## YOUR TASK
What you return must match the records exactly, with every line included.

## PROVIDED DATA
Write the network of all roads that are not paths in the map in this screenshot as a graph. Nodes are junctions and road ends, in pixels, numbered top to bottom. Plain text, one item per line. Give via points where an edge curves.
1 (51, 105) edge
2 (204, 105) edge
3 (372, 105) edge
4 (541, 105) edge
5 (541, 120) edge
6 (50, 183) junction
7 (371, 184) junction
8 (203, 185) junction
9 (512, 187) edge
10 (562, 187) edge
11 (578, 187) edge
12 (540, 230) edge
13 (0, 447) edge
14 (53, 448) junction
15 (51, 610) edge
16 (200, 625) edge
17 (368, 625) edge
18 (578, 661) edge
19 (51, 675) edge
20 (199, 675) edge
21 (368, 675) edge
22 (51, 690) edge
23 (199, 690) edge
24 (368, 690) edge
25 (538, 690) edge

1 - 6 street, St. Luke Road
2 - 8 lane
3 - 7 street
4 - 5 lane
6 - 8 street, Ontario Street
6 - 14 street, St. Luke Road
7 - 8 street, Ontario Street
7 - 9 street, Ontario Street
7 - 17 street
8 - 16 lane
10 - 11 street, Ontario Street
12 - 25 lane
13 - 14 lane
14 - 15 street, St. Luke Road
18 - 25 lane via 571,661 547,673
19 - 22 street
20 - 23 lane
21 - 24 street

## ANSWER SECTION
Write the network of all roads that are not paths in the map in this screenshot as a graph. Nodes are junctions and road ends, in pixels, numbered top to bottom. Plain text, one item per line. Give via points where an edge curves.
1 (51, 105) edge
2 (204, 105) edge
3 (372, 105) edge
4 (541, 105) edge
5 (541, 120) edge
6 (50, 183) junction
7 (371, 184) junction
8 (203, 185) junction
9 (512, 187) edge
10 (562, 187) edge
11 (578, 187) edge
12 (540, 230) edge
13 (0, 447) edge
14 (53, 448) junction
15 (51, 610) edge
16 (200, 625) edge
17 (368, 625) edge
18 (578, 661) edge
19 (51, 675) edge
20 (199, 675) edge
21 (368, 675) edge
22 (51, 690) edge
23 (199, 690) edge
24 (368, 690) edge
25 (538, 690) edge

1 - 6 street, St. Luke Road
2 - 8 lane
3 - 7 street
4 - 5 lane
6 - 8 street, Ontario Street
6 - 14 street, St. Luke Road
7 - 8 street, Ontario Street
7 - 9 street, Ontario Street
7 - 17 street
8 - 16 lane
10 - 11 street, Ontario Street
12 - 25 lane
13 - 14 lane
14 - 15 street, St. Luke Road
18 - 25 lane via 571,661 547,673
19 - 22 street
20 - 23 lane
21 - 24 street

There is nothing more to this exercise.